Уже не беспечно-озорным, а мучительным и трагичным становится чувство любви: «Я оставляю все мечты Моей души разгороженной...» И все же наперекор всем невзгодам в стихах Давыдова звучит: «Я каюсь! Я гусар давно, всегда гусар, И с проседью усов — все раб младой привычки...»

В «гусарстве» — одном из характернейших бытовых и психологических явлений русской жизни начала XIX века — исследователи творчества Давыдова будут различать его внешнюю сторону и внутреннюю сущность. За бесшабашным «молодечеством» скрывался своеобразный протест против мертвящей казенщины. «Самое понятие «гусарство» вызывало целый комплекс ассоциаций, прочно закрепленных в восприятии современников как некий неписаный кодекс житейских правил», отпишет Вл. Орлов. На первый план в нем выдвигались благородные свойства человеческой натуры: «личная отвага, презрение к опасности, предприимчивость; прямодушие, чувство товарищеской солидарности».

Денису Давыдову в своих стихах удалось создать яркий образ героя времени. Это «свободомыслящий, смелый человек, презирающий ханжей александровского царствования и бюрократов николаевского, презирающий лицемерие «высшего света» и насилие над человеком; это человек, заявляющий о своем праве на веселье, на храбрость, на независимость, по-своему протестующий, и это — герой в народной войне».

Литературная известность Дениса Давыдова опередила его боевую славу.
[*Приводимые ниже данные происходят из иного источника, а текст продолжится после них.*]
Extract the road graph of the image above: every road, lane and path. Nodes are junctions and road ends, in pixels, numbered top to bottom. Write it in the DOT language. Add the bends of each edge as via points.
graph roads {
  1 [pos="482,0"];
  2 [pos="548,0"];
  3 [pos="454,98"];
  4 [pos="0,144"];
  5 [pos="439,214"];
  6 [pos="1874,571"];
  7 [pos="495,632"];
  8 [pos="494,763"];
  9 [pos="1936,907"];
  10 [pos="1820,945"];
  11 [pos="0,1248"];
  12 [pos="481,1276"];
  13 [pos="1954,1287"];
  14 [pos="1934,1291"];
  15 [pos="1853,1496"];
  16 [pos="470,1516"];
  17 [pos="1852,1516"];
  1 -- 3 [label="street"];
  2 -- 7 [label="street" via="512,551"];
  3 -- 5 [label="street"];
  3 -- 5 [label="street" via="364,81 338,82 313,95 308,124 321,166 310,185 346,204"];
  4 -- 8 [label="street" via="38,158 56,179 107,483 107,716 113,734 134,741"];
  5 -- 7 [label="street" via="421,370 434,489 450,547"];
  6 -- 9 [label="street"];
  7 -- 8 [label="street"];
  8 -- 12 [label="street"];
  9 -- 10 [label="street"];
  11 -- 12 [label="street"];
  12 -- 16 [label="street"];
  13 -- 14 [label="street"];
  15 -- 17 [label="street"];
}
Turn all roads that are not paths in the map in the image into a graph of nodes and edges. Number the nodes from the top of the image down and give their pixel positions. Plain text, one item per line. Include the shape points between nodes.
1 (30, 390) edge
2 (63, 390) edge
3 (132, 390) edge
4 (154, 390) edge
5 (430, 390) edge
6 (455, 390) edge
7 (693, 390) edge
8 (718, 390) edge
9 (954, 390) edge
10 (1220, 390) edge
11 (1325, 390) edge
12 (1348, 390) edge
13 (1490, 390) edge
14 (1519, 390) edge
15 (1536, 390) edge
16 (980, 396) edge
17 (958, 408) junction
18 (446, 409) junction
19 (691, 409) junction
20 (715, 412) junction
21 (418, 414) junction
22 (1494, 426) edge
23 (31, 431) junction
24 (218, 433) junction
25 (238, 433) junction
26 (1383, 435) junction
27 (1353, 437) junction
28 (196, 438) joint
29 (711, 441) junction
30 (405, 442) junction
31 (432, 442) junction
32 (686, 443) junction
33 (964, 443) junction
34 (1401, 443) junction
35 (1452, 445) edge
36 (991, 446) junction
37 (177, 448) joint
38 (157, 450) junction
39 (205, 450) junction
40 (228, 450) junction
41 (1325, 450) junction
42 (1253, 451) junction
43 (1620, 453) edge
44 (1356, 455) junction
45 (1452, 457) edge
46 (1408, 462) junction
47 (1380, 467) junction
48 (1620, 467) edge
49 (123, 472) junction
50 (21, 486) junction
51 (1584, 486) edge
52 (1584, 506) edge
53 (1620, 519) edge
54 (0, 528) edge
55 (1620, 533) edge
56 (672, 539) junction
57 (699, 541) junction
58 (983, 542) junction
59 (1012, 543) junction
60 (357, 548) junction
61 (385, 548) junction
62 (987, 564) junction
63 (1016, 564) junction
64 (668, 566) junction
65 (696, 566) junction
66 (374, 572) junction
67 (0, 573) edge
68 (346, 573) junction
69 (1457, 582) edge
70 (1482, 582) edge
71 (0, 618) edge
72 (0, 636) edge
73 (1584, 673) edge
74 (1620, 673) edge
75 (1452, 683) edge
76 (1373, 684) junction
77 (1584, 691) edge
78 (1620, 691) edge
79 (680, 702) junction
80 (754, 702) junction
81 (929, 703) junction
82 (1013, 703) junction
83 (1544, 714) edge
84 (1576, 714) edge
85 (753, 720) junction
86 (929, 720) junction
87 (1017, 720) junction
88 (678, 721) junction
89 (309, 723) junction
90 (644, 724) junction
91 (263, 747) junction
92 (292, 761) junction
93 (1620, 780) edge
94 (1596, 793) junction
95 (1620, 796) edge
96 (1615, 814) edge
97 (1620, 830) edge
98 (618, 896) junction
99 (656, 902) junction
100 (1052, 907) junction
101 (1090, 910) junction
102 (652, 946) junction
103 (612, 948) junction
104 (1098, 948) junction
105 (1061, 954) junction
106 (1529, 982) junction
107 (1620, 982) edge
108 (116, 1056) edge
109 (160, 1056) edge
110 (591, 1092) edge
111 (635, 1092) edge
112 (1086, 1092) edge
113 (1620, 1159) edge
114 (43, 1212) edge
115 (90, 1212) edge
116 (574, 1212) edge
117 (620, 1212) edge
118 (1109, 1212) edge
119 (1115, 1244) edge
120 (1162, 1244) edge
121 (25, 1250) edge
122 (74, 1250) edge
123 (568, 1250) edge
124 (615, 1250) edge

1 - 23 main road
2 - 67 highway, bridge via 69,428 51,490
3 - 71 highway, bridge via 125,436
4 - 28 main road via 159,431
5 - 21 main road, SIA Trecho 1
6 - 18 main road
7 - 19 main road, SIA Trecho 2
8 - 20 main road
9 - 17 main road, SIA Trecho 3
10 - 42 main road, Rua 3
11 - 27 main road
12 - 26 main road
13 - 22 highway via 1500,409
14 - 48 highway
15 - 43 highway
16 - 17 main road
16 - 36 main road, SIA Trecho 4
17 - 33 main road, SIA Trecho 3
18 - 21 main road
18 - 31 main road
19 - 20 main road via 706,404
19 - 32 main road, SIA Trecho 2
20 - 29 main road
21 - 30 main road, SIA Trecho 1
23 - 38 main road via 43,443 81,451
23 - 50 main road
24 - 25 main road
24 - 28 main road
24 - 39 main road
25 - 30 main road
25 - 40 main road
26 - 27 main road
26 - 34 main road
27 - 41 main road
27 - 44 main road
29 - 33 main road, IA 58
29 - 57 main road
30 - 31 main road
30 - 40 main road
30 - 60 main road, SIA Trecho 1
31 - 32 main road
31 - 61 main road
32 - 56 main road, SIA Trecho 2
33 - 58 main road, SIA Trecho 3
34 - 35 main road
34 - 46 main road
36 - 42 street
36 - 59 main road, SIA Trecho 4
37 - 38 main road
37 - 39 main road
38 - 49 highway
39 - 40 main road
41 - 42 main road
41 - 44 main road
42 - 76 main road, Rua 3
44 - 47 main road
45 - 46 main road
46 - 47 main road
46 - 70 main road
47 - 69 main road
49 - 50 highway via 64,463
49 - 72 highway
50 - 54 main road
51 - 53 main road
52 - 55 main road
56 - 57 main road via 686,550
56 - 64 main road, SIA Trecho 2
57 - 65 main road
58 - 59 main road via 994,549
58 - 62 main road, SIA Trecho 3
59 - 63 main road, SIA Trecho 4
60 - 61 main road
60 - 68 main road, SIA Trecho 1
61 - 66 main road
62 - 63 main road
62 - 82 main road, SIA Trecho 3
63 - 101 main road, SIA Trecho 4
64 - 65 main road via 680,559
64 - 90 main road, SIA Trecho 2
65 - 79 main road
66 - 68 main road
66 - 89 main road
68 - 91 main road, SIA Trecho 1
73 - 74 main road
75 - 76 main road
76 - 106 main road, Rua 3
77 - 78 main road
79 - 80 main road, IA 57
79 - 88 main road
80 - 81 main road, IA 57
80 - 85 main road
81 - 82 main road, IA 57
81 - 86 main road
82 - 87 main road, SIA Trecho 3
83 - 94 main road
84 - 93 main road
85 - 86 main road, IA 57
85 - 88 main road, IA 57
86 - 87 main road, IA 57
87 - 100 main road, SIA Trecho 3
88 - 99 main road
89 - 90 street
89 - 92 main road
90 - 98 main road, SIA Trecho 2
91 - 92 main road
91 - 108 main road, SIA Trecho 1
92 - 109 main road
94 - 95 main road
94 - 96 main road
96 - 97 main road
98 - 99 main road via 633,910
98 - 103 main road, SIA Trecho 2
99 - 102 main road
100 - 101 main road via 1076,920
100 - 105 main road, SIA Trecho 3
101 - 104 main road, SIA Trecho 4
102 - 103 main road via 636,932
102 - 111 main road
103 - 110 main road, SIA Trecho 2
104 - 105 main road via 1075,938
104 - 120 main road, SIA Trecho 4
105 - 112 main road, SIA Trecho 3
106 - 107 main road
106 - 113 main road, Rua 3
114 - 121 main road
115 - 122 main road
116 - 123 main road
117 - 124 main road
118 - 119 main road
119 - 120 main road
Человек огромной силы воли и необычайной отваги, один из самых талантливых и образованных офицеров русской армии, Давыдов гордился своим участием в восьми военных кампаниях... Но современники и потомки будут восхищаться прежде всего Давыдовым-пертизаном, навсегда «врубившим свое имя» в славный 1812 год.

Весьма примечательно, что генеральное сражение Отечественной войны произошло у деревни Бородино, принадлежавшей семье Давыдовых. Поля и холмы, «красивый лесок перед пригорком» — все, такое знакомое поэту с детства, вместило в себя и более емкое понятие Родины, за которую готовилась сражаться русская армия. Однако Денису Давыдову не пришлось участвовать в этой битве: за несколько дней до нее он предложил командованию план партизанских действий и по приказу Кутузова отправился в тыл врага во главе первого армейского партизанского отряда. «Кочевье на соломе под крышею неба! Вседневная встреча со смертью! Неугомонная, залетная жизнь партизанская!» — записывал Денис Васильевич в своем «Дневнике». Приноравливаясь, к необычайной обстановке, пытаясь сразу же установить контакт с крестьянами, Давыдов отпустил бороду, надел мужицкий армяк и «заговорил языком народным». Его небольшой отряд, составленный из гусар и казаков, смело вступал в боевые схватки с неприятелем, брал пленных и трофеи, снабжал оружием крестьянские «партии».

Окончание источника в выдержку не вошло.